In previous lab scripts, we used to train based on the entire input. This is, in principle, time-consuming, so it is advised to train based on large chunks of the input. The next code snippet allows us to break the data into batches of given size.  Recall that, by doing so, we lose some of the nice theoretical learning-related properties.

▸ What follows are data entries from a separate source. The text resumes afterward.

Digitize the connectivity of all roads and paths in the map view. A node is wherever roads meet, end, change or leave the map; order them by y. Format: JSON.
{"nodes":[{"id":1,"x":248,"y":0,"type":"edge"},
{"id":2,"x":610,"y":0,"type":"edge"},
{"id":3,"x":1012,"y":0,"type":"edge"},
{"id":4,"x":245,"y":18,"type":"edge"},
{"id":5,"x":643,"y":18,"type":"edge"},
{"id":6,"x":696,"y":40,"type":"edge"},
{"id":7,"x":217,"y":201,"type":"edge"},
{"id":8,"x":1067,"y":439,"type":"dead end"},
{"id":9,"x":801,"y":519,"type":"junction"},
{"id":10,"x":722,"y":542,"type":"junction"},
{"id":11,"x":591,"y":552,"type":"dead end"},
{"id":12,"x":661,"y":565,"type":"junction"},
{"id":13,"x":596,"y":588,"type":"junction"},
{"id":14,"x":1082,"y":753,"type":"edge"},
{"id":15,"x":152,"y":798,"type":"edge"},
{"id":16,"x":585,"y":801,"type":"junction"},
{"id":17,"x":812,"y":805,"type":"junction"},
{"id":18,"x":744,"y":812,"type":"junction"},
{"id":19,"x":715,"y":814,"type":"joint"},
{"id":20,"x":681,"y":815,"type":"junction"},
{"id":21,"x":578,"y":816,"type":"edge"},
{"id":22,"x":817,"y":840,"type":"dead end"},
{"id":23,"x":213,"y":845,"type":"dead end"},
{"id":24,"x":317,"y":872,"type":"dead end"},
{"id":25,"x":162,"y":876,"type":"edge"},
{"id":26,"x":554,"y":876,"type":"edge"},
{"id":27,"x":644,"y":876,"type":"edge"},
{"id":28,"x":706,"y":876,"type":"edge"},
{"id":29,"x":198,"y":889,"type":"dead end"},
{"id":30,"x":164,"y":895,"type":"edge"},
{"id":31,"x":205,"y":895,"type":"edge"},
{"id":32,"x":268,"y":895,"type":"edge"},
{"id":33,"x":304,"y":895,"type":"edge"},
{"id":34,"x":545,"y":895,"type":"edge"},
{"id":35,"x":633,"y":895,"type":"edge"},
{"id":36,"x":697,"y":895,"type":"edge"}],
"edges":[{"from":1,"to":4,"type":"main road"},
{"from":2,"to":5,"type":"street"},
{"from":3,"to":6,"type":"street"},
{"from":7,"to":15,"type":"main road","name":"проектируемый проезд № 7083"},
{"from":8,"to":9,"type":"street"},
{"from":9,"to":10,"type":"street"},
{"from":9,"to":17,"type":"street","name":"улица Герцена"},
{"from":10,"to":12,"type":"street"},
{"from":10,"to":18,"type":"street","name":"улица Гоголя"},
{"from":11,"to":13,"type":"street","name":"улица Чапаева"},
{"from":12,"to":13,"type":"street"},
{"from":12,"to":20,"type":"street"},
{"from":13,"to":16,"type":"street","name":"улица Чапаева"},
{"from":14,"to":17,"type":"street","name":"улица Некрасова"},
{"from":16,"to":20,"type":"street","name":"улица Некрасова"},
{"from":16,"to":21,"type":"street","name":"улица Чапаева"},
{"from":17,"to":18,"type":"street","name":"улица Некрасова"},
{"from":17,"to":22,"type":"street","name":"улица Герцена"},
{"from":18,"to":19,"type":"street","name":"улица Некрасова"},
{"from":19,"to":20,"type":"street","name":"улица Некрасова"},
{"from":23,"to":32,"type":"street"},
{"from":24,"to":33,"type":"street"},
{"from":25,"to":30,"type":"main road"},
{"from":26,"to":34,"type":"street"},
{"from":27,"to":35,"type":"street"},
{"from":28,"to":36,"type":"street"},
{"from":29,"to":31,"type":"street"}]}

Also, we make sure to randomize when breaking into batches, so as to avoid limiting ourselves to a batch that is not statistically independent.

In [None]:
def next_batch(num, data, labels):
	idx = np.arange(0 , len(data))
	np.random.shuffle(idx)
	idx = idx[:num] # pull off first num items only
	data_shuffle = data[idx] # pull off only selected rows
	labels_shuffle = labels[idx] # pull off only selected rows
	return data_shuffle, labels_shuffle

Time to load and manipulate the data.

In [None]:
# Load dataset
mnist = tf.keras.datasets.mnist
(train_images, train_labels), (test_images, test_labels) = mnist.load_data()

# Convert to float32
train_images, test_images = np.array(train_images, np.float32), np.array(test_images, np.float32)

# Normalize images value from [0, 255] to [0, 1]
train_images, test_images = train_images / 255., test_images / 255.

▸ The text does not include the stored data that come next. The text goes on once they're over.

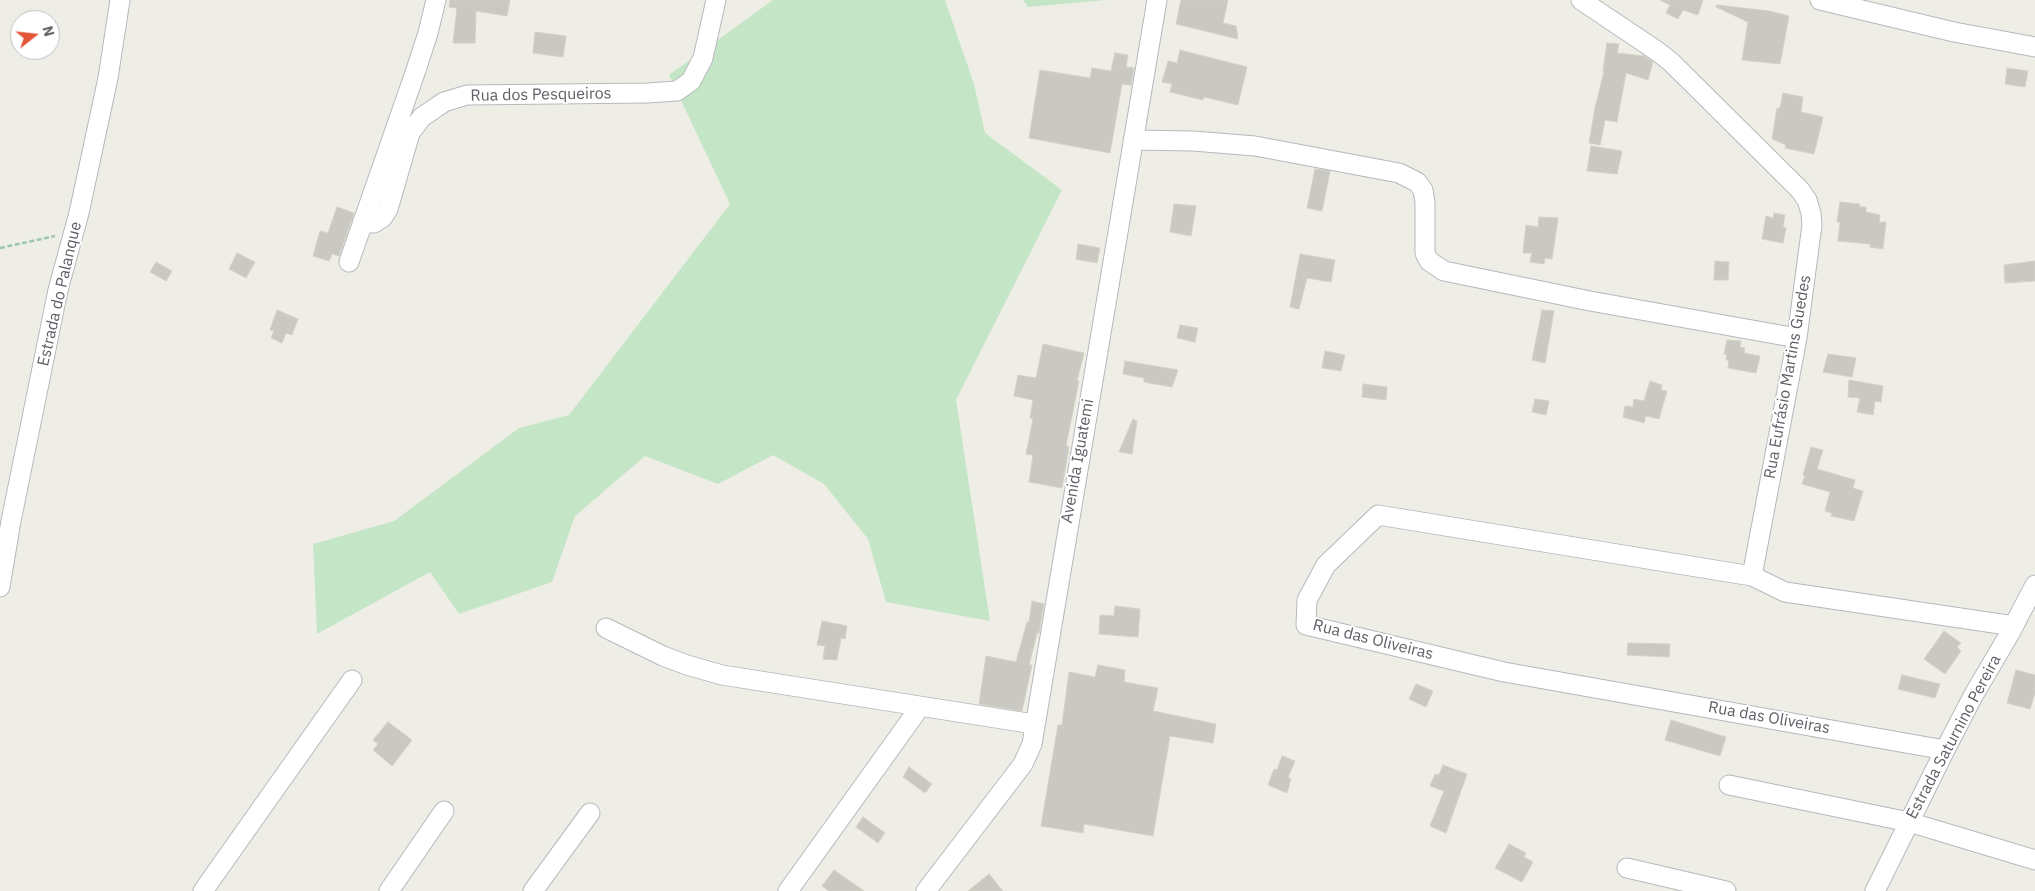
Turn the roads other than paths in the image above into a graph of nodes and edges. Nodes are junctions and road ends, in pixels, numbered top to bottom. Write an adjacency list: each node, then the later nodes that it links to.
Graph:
1 (120, 0): 12 (street, Estrada do Palanque)
2 (436, 0): 9 (street)
3 (716, 0): 9 (street, Rua dos Pesqueiros)
4 (1157, 0): 8 (street, Avenida Iguatemi)
5 (1820, 0): 7 (street)
6 (1586, 4): 11 (street, Rua Eufrásio Martins Guedes)
7 (2035, 47)
8 (1133, 140): 11 (street); 20 (street, Avenida Iguatemi)
9 (362, 223): 10 (street)
10 (348, 262)
11 (1797, 338): 13 (street, Rua Eufrásio Martins Guedes)
12 (6, 516): 15 (street, Estrada do Palanque)
13 (1752, 576): 16 (street); 21 (street, Rua das Oliveiras)
14 (2035, 585): 16 (street, Estrada Saturnino Pereira)
15 (0, 587)
16 (2014, 626): 21 (street, Estrada Saturnino Pereira)
17 (606, 628): 19 (street)
18 (352, 680): 28 (street)
19 (920, 707): 20 (street); 31 (street)
20 (1034, 724): 32 (street, Avenida Iguatemi)
21 (1945, 750): 25 (street, Estrada Saturnino Pereira)
22 (1729, 785): 25 (street)
23 (444, 811): 29 (street)
24 (590, 813): 30 (street)
25 (1909, 822): 26 (street); 34 (street, Estrada Saturnino Pereira)
26 (2035, 860)
27 (1627, 868): 33 (street)
28 (203, 891)
29 (388, 891)
30 (533, 891)
31 (788, 891)
32 (926, 891)
33 (1726, 891)
34 (1875, 891)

We now define the key tools for the neural network. The main two operations, convolution and max-pooling, are defined as follows.

In [None]:
# Create some wrappers for simplicity
def conv2d(x, W, b, strides=1):
    # Conv2D wrapper, with bias and relu activation
    x = tf.nn.conv2d(x, W, strides=[1, strides, strides, 1], padding='SAME')
    x = tf.nn.bias_add(x, b)
    return tf.nn.relu(x)

def maxpool2d(x, k=2):
    # MaxPool2D wrapper
    return tf.nn.max_pool(x, ksize=[1, k, k, 1], strides=[1, k, k, 1], padding='SAME')

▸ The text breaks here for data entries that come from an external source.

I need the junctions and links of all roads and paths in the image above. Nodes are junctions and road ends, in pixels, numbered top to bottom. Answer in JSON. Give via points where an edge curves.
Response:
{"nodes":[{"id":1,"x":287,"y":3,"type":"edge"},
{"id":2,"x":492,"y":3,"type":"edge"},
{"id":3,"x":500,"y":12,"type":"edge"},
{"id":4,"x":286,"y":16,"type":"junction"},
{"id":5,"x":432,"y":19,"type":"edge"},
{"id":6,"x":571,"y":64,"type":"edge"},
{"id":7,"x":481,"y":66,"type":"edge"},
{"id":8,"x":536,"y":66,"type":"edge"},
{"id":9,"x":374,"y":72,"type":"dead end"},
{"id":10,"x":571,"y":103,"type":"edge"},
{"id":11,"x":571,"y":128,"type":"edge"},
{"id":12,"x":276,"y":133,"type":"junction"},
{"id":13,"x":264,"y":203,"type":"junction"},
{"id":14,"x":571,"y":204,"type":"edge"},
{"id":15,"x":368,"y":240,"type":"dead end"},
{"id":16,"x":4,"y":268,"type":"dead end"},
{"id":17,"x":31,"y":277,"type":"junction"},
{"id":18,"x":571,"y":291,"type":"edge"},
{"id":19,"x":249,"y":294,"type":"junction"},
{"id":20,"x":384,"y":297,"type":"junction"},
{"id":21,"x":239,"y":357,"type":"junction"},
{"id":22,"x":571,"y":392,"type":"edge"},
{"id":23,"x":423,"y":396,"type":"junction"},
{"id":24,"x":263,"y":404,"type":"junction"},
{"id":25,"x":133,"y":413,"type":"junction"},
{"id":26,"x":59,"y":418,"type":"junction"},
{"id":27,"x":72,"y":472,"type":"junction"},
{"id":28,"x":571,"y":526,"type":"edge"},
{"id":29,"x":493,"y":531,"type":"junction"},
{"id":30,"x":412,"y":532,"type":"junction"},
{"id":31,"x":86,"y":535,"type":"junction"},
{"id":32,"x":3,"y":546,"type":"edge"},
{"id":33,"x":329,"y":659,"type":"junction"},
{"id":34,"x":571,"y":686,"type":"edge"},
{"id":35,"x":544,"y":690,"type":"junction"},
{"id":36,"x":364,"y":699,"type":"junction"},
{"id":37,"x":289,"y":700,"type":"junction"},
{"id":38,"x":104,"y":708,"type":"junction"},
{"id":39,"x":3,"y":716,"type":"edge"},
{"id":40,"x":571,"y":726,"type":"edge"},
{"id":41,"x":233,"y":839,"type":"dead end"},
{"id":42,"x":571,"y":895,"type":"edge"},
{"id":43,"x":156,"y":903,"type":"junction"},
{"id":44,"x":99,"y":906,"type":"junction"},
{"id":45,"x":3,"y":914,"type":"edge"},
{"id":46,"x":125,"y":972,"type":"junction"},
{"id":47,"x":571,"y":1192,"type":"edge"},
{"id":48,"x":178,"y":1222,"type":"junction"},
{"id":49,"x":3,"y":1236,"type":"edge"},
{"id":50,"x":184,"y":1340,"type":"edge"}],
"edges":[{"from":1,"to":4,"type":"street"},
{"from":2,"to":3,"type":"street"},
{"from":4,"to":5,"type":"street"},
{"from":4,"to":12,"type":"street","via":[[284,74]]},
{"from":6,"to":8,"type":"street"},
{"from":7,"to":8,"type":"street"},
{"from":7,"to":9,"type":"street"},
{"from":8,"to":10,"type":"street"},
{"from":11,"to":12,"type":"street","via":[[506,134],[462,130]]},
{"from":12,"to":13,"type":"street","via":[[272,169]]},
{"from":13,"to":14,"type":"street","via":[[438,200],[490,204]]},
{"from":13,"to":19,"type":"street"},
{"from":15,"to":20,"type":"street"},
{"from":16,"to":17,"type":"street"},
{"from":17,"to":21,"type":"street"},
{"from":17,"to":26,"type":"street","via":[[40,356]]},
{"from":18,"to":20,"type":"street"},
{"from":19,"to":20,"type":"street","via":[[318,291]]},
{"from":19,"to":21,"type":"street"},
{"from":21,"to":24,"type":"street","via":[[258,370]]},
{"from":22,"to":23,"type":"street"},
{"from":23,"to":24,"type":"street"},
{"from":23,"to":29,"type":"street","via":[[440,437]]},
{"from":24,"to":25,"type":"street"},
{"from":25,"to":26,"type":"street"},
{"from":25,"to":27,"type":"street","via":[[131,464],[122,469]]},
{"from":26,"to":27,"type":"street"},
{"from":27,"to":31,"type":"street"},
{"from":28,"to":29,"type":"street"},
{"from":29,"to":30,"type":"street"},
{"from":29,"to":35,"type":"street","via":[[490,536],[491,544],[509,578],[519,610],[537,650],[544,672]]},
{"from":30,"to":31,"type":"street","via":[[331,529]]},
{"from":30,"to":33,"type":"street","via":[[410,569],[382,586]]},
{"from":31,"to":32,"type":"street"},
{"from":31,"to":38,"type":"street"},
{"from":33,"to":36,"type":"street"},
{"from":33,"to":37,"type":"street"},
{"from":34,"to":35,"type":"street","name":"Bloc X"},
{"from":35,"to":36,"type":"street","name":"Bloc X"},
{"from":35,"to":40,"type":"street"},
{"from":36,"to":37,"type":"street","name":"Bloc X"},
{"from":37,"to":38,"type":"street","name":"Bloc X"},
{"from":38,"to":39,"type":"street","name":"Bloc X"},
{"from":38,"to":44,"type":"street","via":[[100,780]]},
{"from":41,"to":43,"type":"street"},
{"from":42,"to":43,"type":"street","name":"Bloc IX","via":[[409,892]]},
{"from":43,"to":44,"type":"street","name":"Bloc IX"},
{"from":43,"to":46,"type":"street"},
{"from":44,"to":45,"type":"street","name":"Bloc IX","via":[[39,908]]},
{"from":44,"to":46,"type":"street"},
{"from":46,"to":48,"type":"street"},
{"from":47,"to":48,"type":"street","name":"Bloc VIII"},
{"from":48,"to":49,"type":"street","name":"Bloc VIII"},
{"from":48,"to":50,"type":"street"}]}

We are now ready to create the CNN.

In [None]:
# Create model (CNN network)
def conv_net(x):
    # Reshape input picture
    # Input shape: [-1, 28, 28, 1]. A batch of 28x28x1 (grayscale) images.
    x = tf.reshape(x, shape=[-1, 28, 28, 1])

    # Convolution Layer. Output shape: [-1, 28, 28, 32].
    conv1 = conv2d(x, weights['wc1'], biases['bc1'])

    # Max Pooling (down-sampling). Output shape: [-1, 14, 14, 32].
    conv1 = maxpool2d(conv1, k=2)

    # Convolution Layer. Output shape: [-1, 14, 14, 64].
    conv2 = conv2d(conv1, weights['wc2'], biases['bc2'])

    # Max Pooling (down-sampling)
    conv2 = maxpool2d(conv2, k=2)

    # Reshape conv2 output to fit fully connected layer input, Output shape: [-1, 7*7*64].
    fc1 = tf.reshape(conv2, [-1, weights['wd1'].get_shape().as_list()[0]])

    # Fully connected layer, Output shape: [-1, 1024].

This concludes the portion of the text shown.